What is expected
Please copy out the entries exactly, skipping any pictures.
━━━━━━━━━━━━━━━━━━━━━━━━━━━━━━
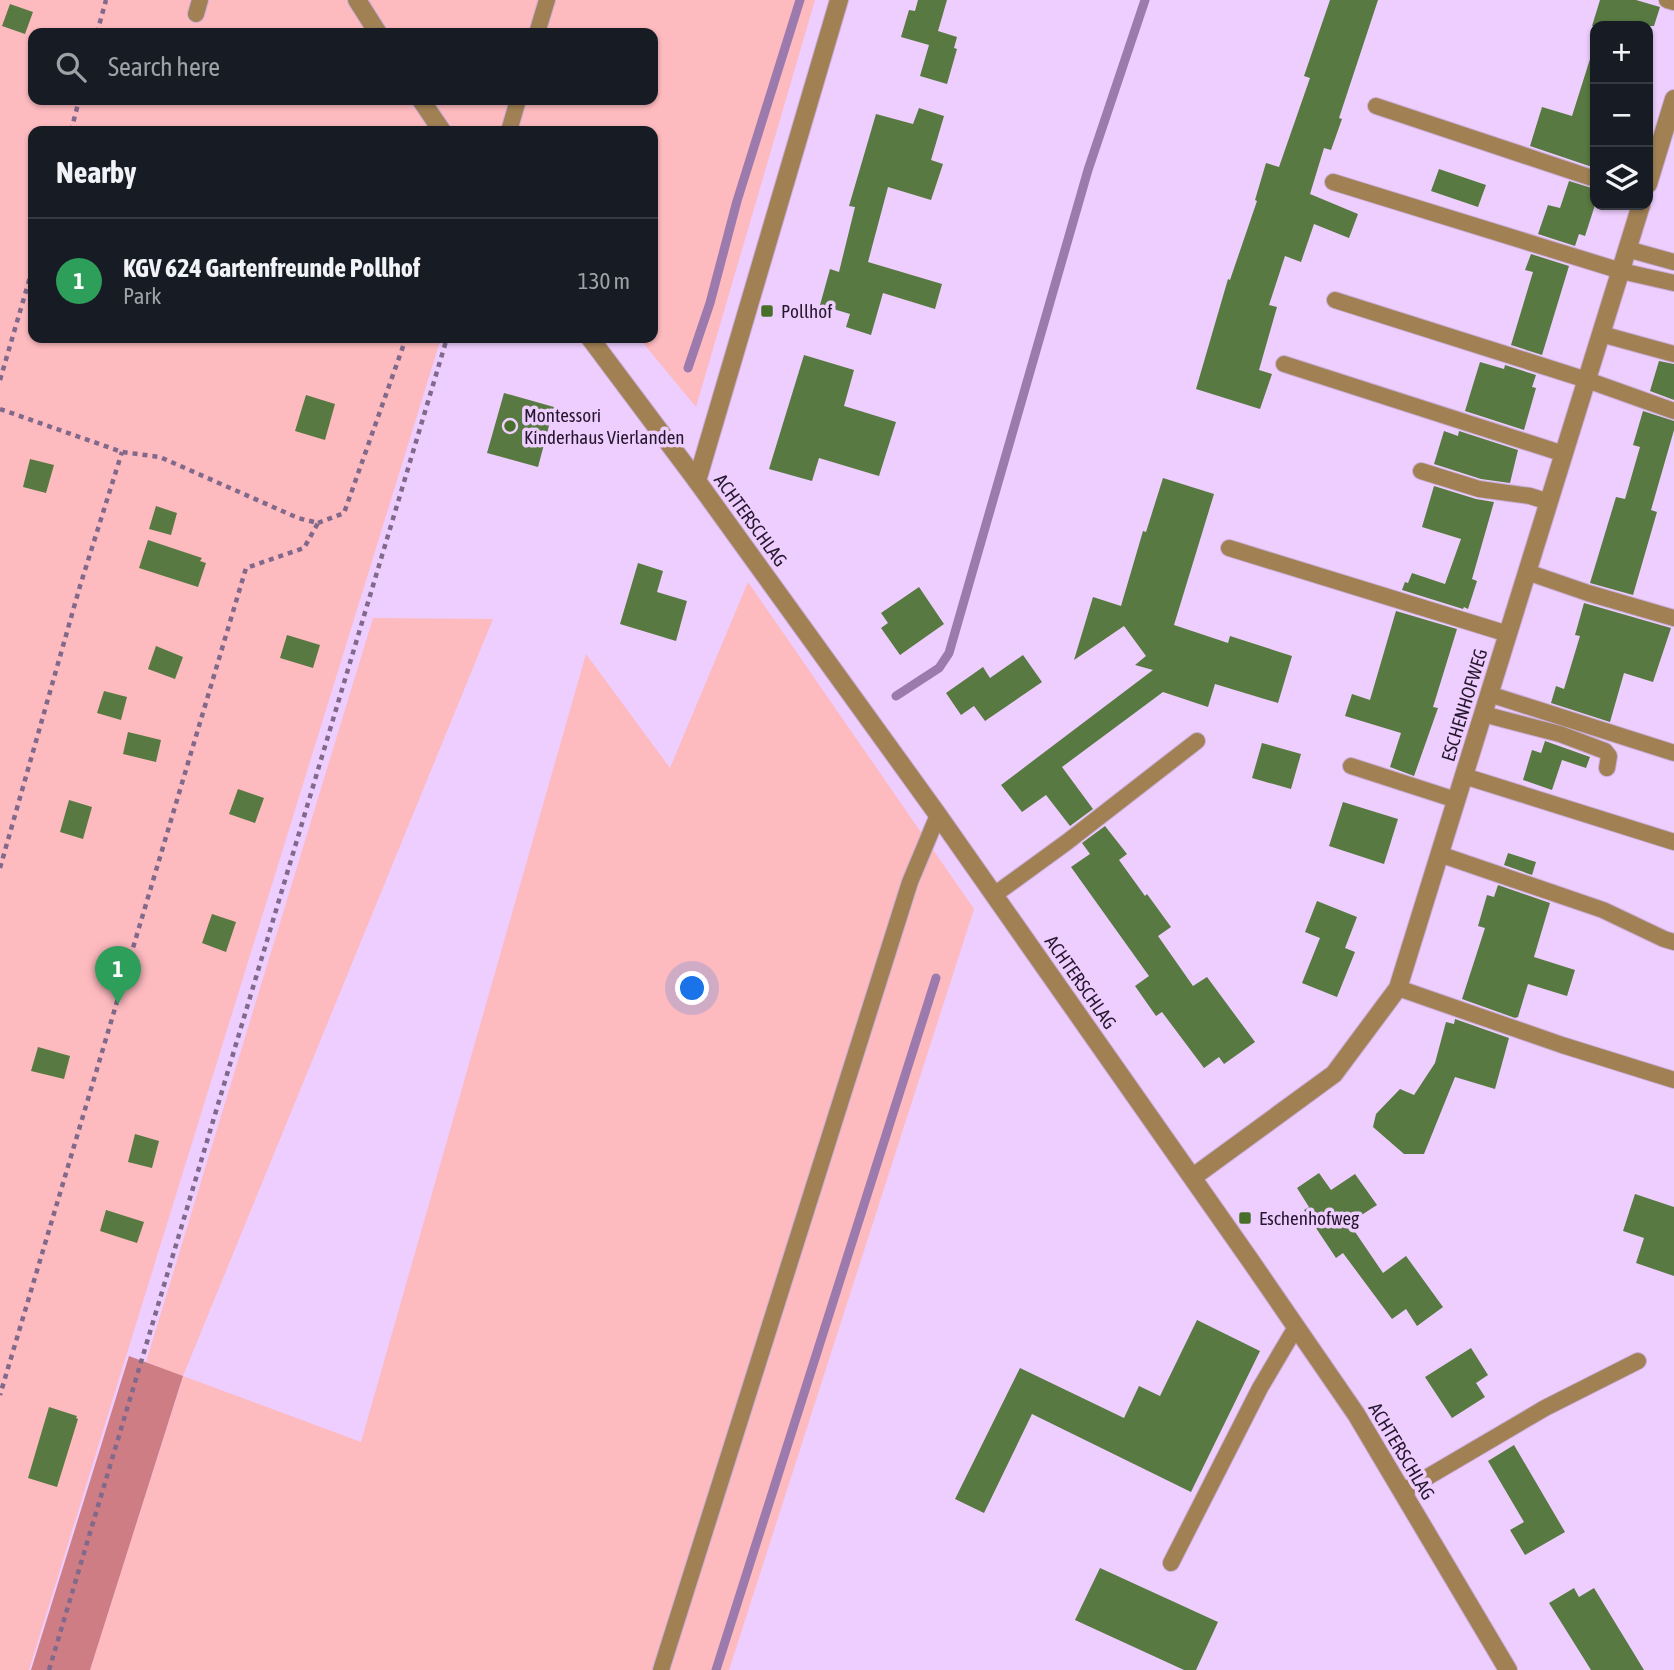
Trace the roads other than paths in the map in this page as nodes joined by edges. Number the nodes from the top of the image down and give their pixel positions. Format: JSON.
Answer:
{"nodes":[{"id":1,"x":356,"y":0,"type":"edge"},
{"id":2,"x":547,"y":0,"type":"edge"},
{"id":3,"x":839,"y":0,"type":"edge"},
{"id":4,"x":1667,"y":0,"type":"edge"},
{"id":5,"x":1674,"y":2,"type":"edge"},
{"id":6,"x":375,"y":28,"type":"edge"},
{"id":7,"x":539,"y":28,"type":"edge"},
{"id":8,"x":1674,"y":99,"type":"edge"},
{"id":9,"x":424,"y":105,"type":"edge"},
{"id":10,"x":517,"y":105,"type":"edge"},
{"id":11,"x":1376,"y":106,"type":"dead end"},
{"id":12,"x":439,"y":126,"type":"edge"},
{"id":13,"x":510,"y":126,"type":"edge"},
{"id":14,"x":1668,"y":143,"type":"edge"},
{"id":15,"x":1653,"y":174,"type":"edge"},
{"id":16,"x":1590,"y":177,"type":"edge"},
{"id":17,"x":1333,"y":181,"type":"dead end"},
{"id":18,"x":1639,"y":210,"type":"edge"},
{"id":19,"x":1628,"y":248,"type":"junction"},
{"id":20,"x":1674,"y":262,"type":"edge"},
{"id":21,"x":1621,"y":271,"type":"junction"},
{"id":22,"x":1674,"y":283,"type":"edge"},
{"id":23,"x":1335,"y":300,"type":"dead end"},
{"id":24,"x":1601,"y":334,"type":"junction"},
{"id":25,"x":594,"y":343,"type":"edge"},
{"id":26,"x":1674,"y":354,"type":"edge"},
{"id":27,"x":1284,"y":364,"type":"dead end"},
{"id":28,"x":1587,"y":380,"type":"junction"},
{"id":29,"x":1674,"y":411,"type":"edge"},
{"id":30,"x":1564,"y":454,"type":"junction"},
{"id":31,"x":1421,"y":471,"type":"dead end"},
{"id":32,"x":697,"y":481,"type":"junction"},
{"id":33,"x":1549,"y":502,"type":"junction"},
{"id":34,"x":1229,"y":548,"type":"dead end"},
{"id":35,"x":1527,"y":572,"type":"junction"},
{"id":36,"x":1674,"y":618,"type":"edge"},
{"id":37,"x":1508,"y":634,"type":"junction"},
{"id":38,"x":1489,"y":694,"type":"junction"},
{"id":39,"x":1483,"y":714,"type":"junction"},
{"id":40,"x":1197,"y":741,"type":"dead end"},
{"id":41,"x":1674,"y":753,"type":"edge"},
{"id":42,"x":1351,"y":766,"type":"dead end"},
{"id":43,"x":1607,"y":768,"type":"dead end"},
{"id":44,"x":1464,"y":776,"type":"junction"},
{"id":45,"x":1456,"y":800,"type":"junction"},
{"id":46,"x":938,"y":815,"type":"junction"},
{"id":47,"x":1674,"y":842,"type":"edge"},
{"id":48,"x":1439,"y":854,"type":"junction"},
{"id":49,"x":994,"y":895,"type":"junction"},
{"id":50,"x":1674,"y":942,"type":"edge"},
{"id":51,"x":1398,"y":988,"type":"junction"},
{"id":52,"x":1674,"y":1080,"type":"edge"},
{"id":53,"x":1193,"y":1177,"type":"junction"},
{"id":54,"x":1296,"y":1327,"type":"junction"},
{"id":55,"x":1638,"y":1361,"type":"dead end"},
{"id":56,"x":1402,"y":1492,"type":"junction"},
{"id":57,"x":1171,"y":1563,"type":"dead end"},
{"id":58,"x":661,"y":1670,"type":"edge"},
{"id":59,"x":1508,"y":1670,"type":"edge"}],
"edges":[{"from":1,"to":6,"type":"street"},
{"from":2,"to":7,"type":"lane"},
{"from":3,"to":32,"type":"street"},
{"from":4,"to":5,"type":"lane"},
{"from":8,"to":14,"type":"street"},
{"from":9,"to":12,"type":"street"},
{"from":10,"to":13,"type":"lane"},
{"from":11,"to":16,"type":"lane"},
{"from":14,"to":15,"type":"street"},
{"from":17,"to":21,"type":"lane"},
{"from":18,"to":19,"type":"street","name":"ESCHENHOFWEG"},
{"from":19,"to":20,"type":"lane"},
{"from":19,"to":21,"type":"street","name":"ESCHENHOFWEG"},
{"from":21,"to":22,"type":"lane"},
{"from":21,"to":24,"type":"street","name":"ESCHENHOFWEG"},
{"from":23,"to":28,"type":"lane"},
{"from":24,"to":26,"type":"lane"},
{"from":24,"to":28,"type":"street","name":"ESCHENHOFWEG"},
{"from":25,"to":32,"type":"street","name":"ACHTERSCHLAG"},
{"from":27,"to":30,"type":"lane"},
{"from":28,"to":29,"type":"lane"},
{"from":28,"to":30,"type":"street","name":"ESCHENHOFWEG"},
{"from":30,"to":33,"type":"street","name":"ESCHENHOFWEG"},
{"from":31,"to":33,"type":"lane"},
{"from":32,"to":46,"type":"street","name":"ACHTERSCHLAG"},
{"from":33,"to":35,"type":"street","name":"ESCHENHOFWEG"},
{"from":34,"to":37,"type":"lane"},
{"from":35,"to":36,"type":"lane"},
{"from":35,"to":37,"type":"street","name":"ESCHENHOFWEG"},
{"from":37,"to":38,"type":"street","name":"ESCHENHOFWEG"},
{"from":38,"to":39,"type":"street","name":"ESCHENHOFWEG"},
{"from":38,"to":41,"type":"lane"},
{"from":39,"to":43,"type":"lane"},
{"from":39,"to":44,"type":"street","name":"ESCHENHOFWEG"},
{"from":40,"to":49,"type":"lane"},
{"from":42,"to":45,"type":"lane"},
{"from":44,"to":45,"type":"street","name":"ESCHENHOFWEG"},
{"from":44,"to":47,"type":"lane"},
{"from":45,"to":48,"type":"street","name":"ESCHENHOFWEG"},
{"from":46,"to":49,"type":"street","name":"ACHTERSCHLAG"},
{"from":46,"to":58,"type":"lane"},
{"from":48,"to":50,"type":"lane"},
{"from":48,"to":51,"type":"street","name":"ESCHENHOFWEG"},
{"from":49,"to":53,"type":"street","name":"ACHTERSCHLAG"},
{"from":51,"to":52,"type":"lane"},
{"from":51,"to":53,"type":"street","name":"ESCHENHOFWEG"},
{"from":53,"to":54,"type":"street","name":"ACHTERSCHLAG"},
{"from":54,"to":56,"type":"street","name":"ACHTERSCHLAG"},
{"from":54,"to":57,"type":"lane"},
{"from":55,"to":56,"type":"lane"},
{"from":56,"to":59,"type":"street","name":"ACHTERSCHLAG"}]}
━━━━━━━━━━━━━━━━━━━━━━━━━━━━━━
Final answer
Trace the roads other than paths in the map in this page as nodes joined by edges. Number the nodes from the top of the image down and give their pixel positions. Format: JSON.
Answer:
{"nodes":[{"id":1,"x":356,"y":0,"type":"edge"},
{"id":2,"x":547,"y":0,"type":"edge"},
{"id":3,"x":839,"y":0,"type":"edge"},
{"id":4,"x":1667,"y":0,"type":"edge"},
{"id":5,"x":1674,"y":2,"type":"edge"},
{"id":6,"x":375,"y":28,"type":"edge"},
{"id":7,"x":539,"y":28,"type":"edge"},
{"id":8,"x":1674,"y":99,"type":"edge"},
{"id":9,"x":424,"y":105,"type":"edge"},
{"id":10,"x":517,"y":105,"type":"edge"},
{"id":11,"x":1376,"y":106,"type":"dead end"},
{"id":12,"x":439,"y":126,"type":"edge"},
{"id":13,"x":510,"y":126,"type":"edge"},
{"id":14,"x":1668,"y":143,"type":"edge"},
{"id":15,"x":1653,"y":174,"type":"edge"},
{"id":16,"x":1590,"y":177,"type":"edge"},
{"id":17,"x":1333,"y":181,"type":"dead end"},
{"id":18,"x":1639,"y":210,"type":"edge"},
{"id":19,"x":1628,"y":248,"type":"junction"},
{"id":20,"x":1674,"y":262,"type":"edge"},
{"id":21,"x":1621,"y":271,"type":"junction"},
{"id":22,"x":1674,"y":283,"type":"edge"},
{"id":23,"x":1335,"y":300,"type":"dead end"},
{"id":24,"x":1601,"y":334,"type":"junction"},
{"id":25,"x":594,"y":343,"type":"edge"},
{"id":26,"x":1674,"y":354,"type":"edge"},
{"id":27,"x":1284,"y":364,"type":"dead end"},
{"id":28,"x":1587,"y":380,"type":"junction"},
{"id":29,"x":1674,"y":411,"type":"edge"},
{"id":30,"x":1564,"y":454,"type":"junction"},
{"id":31,"x":1421,"y":471,"type":"dead end"},
{"id":32,"x":697,"y":481,"type":"junction"},
{"id":33,"x":1549,"y":502,"type":"junction"},
{"id":34,"x":1229,"y":548,"type":"dead end"},
{"id":35,"x":1527,"y":572,"type":"junction"},
{"id":36,"x":1674,"y":618,"type":"edge"},
{"id":37,"x":1508,"y":634,"type":"junction"},
{"id":38,"x":1489,"y":694,"type":"junction"},
{"id":39,"x":1483,"y":714,"type":"junction"},
{"id":40,"x":1197,"y":741,"type":"dead end"},
{"id":41,"x":1674,"y":753,"type":"edge"},
{"id":42,"x":1351,"y":766,"type":"dead end"},
{"id":43,"x":1607,"y":768,"type":"dead end"},
{"id":44,"x":1464,"y":776,"type":"junction"},
{"id":45,"x":1456,"y":800,"type":"junction"},
{"id":46,"x":938,"y":815,"type":"junction"},
{"id":47,"x":1674,"y":842,"type":"edge"},
{"id":48,"x":1439,"y":854,"type":"junction"},
{"id":49,"x":994,"y":895,"type":"junction"},
{"id":50,"x":1674,"y":942,"type":"edge"},
{"id":51,"x":1398,"y":988,"type":"junction"},
{"id":52,"x":1674,"y":1080,"type":"edge"},
{"id":53,"x":1193,"y":1177,"type":"junction"},
{"id":54,"x":1296,"y":1327,"type":"junction"},
{"id":55,"x":1638,"y":1361,"type":"dead end"},
{"id":56,"x":1402,"y":1492,"type":"junction"},
{"id":57,"x":1171,"y":1563,"type":"dead end"},
{"id":58,"x":661,"y":1670,"type":"edge"},
{"id":59,"x":1508,"y":1670,"type":"edge"}],
"edges":[{"from":1,"to":6,"type":"street"},
{"from":2,"to":7,"type":"lane"},
{"from":3,"to":32,"type":"street"},
{"from":4,"to":5,"type":"lane"},
{"from":8,"to":14,"type":"street"},
{"from":9,"to":12,"type":"street"},
{"from":10,"to":13,"type":"lane"},
{"from":11,"to":16,"type":"lane"},
{"from":14,"to":15,"type":"street"},
{"from":17,"to":21,"type":"lane"},
{"from":18,"to":19,"type":"street","name":"ESCHENHOFWEG"},
{"from":19,"to":20,"type":"lane"},
{"from":19,"to":21,"type":"street","name":"ESCHENHOFWEG"},
{"from":21,"to":22,"type":"lane"},
{"from":21,"to":24,"type":"street","name":"ESCHENHOFWEG"},
{"from":23,"to":28,"type":"lane"},
{"from":24,"to":26,"type":"lane"},
{"from":24,"to":28,"type":"street","name":"ESCHENHOFWEG"},
{"from":25,"to":32,"type":"street","name":"ACHTERSCHLAG"},
{"from":27,"to":30,"type":"lane"},
{"from":28,"to":29,"type":"lane"},
{"from":28,"to":30,"type":"street","name":"ESCHENHOFWEG"},
{"from":30,"to":33,"type":"street","name":"ESCHENHOFWEG"},
{"from":31,"to":33,"type":"lane"},
{"from":32,"to":46,"type":"street","name":"ACHTERSCHLAG"},
{"from":33,"to":35,"type":"street","name":"ESCHENHOFWEG"},
{"from":34,"to":37,"type":"lane"},
{"from":35,"to":36,"type":"lane"},
{"from":35,"to":37,"type":"street","name":"ESCHENHOFWEG"},
{"from":37,"to":38,"type":"street","name":"ESCHENHOFWEG"},
{"from":38,"to":39,"type":"street","name":"ESCHENHOFWEG"},
{"from":38,"to":41,"type":"lane"},
{"from":39,"to":43,"type":"lane"},
{"from":39,"to":44,"type":"street","name":"ESCHENHOFWEG"},
{"from":40,"to":49,"type":"lane"},
{"from":42,"to":45,"type":"lane"},
{"from":44,"to":45,"type":"street","name":"ESCHENHOFWEG"},
{"from":44,"to":47,"type":"lane"},
{"from":45,"to":48,"type":"street","name":"ESCHENHOFWEG"},
{"from":46,"to":49,"type":"street","name":"ACHTERSCHLAG"},
{"from":46,"to":58,"type":"lane"},
{"from":48,"to":50,"type":"lane"},
{"from":48,"to":51,"type":"street","name":"ESCHENHOFWEG"},
{"from":49,"to":53,"type":"street","name":"ACHTERSCHLAG"},
{"from":51,"to":52,"type":"lane"},
{"from":51,"to":53,"type":"street","name":"ESCHENHOFWEG"},
{"from":53,"to":54,"type":"street","name":"ACHTERSCHLAG"},
{"from":54,"to":56,"type":"street","name":"ACHTERSCHLAG"},
{"from":54,"to":57,"type":"lane"},
{"from":55,"to":56,"type":"lane"},
{"from":56,"to":59,"type":"street","name":"ACHTERSCHLAG"}]}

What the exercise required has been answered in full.